Open Currency for OpenSim

Since February there has been a currency system for OpenSim grids, provided by VirWox:

2010-02-26: Expanding to the OpenSim Hypergrid

Today we start trading the Open Metaverse Currency (OMC) for EUR, USD, and SLL. The OMC is a virtual currency intended to be used across the OpenSim Hypergrid. At the start, two OpenSim grids have adoped the OMC: GermanGrid and Grid4Us. [ed.: others have joined since then – and they are not all German ones! 🙂 See the VirWox site for details.]

[Later note: although SLL is conventionally the abbreviation for the Sierra Leonian Leone currency, it is here meant to mean the Second Life Linden Dollar ™! Phew…! 😉 There are terminals similar to XStreet terminals in SL and presumably in the other participating grids. British Pounds and Swiss Francs are also now supported, as noted here.]

What is impressive about this is that, if you have a private grid or don’t have an avatar in one of the participating grids, you can still buy goods and services. It is effectively PayPal for virtual worlds, since PayPal suffers from the problem that even its micro-payment accounts charge far too much to make them commercially worthwhile. Virtual worlds effectively require nano-payments! There has been some work done on PayPal implementation, however, and some usage nevertheless.

So, the question is, will the first entrant into the market, as effectively the metaverse’s first banker and the virtual world’s first banker after Linden Labs, be the dominant or only player? Will people trust them? The answer to the latter question should be, I feel, a provisional yes. Obviously, this will depend on the usual factors, in determining whether sufficient people trust them, mostly how they operate and deal with customers. But so many people trust Linden Lab without questioning much whether or not they should. Unlike LL, VirWox are only a currency. So they have considerably less conflict of interest. Unlike LL, who shut down in-world businesses like banks and gambling – whatever one’s personal view of those operations may be – when they are no longer in its commercial interests to support and/or tolerate.

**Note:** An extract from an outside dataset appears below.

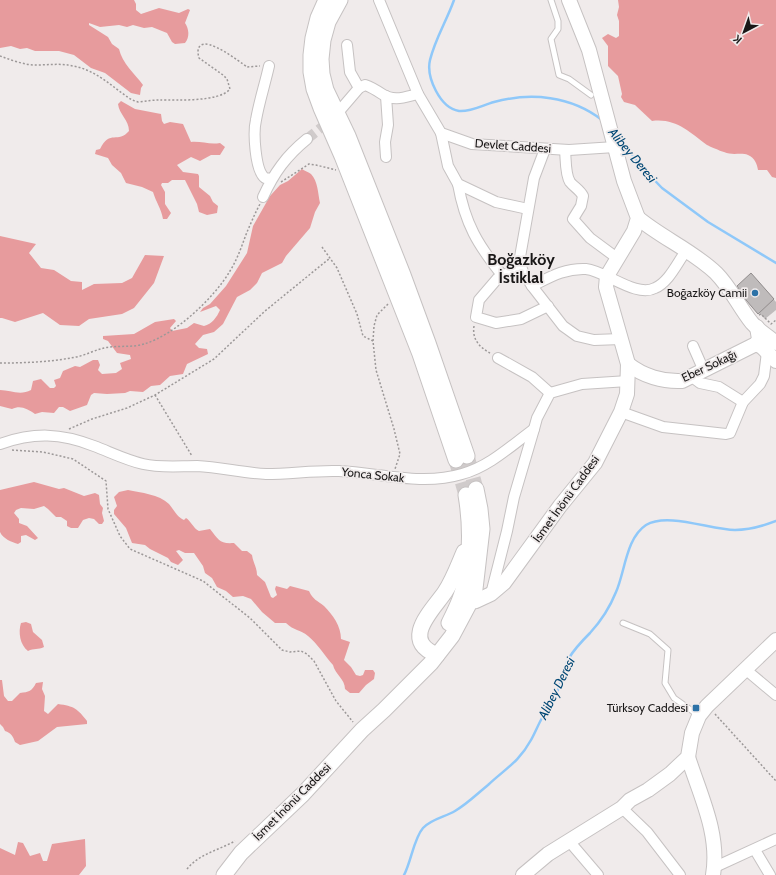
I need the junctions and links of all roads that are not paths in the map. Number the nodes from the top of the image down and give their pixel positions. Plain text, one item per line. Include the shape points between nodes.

After hypergrid, this may be the main factor in OpenSim overtaking Second Life ™ in 2010-11. Being an open metaverse, there is obviously much opportunity for unscrupulous grid operators and content theft. But I ask you, how well is this really avoided in Second Life? Are Linden Lab really very effective at dealing with it? The answer is, no. This is the Web, and it happens. That does not mean you have to run and hide, or that you can’t do business. In the real world, you are responsible for managing your own copyright and not infringing others. The virtual world is just another part of the real world, and the same law applies to all.

As a footnote to this, expect good things from Simian Grid from the Open Metaverse Foundation, which from OpenSim 0.7 will be fully compatible and supported as an alternative PHP back end with lots of useful features and web site integration. It needs hypergrid support and some other features, but these are on the way. Simian Grid suffers from poor documentation, as it’s still at pre-release alpha stage, and – to be frank – rather a poor name! But you may not even see the difference from in-world, except perhaps good performance (it’s alleged) and better web site integration, on-line inventory management (WebDAV) and more.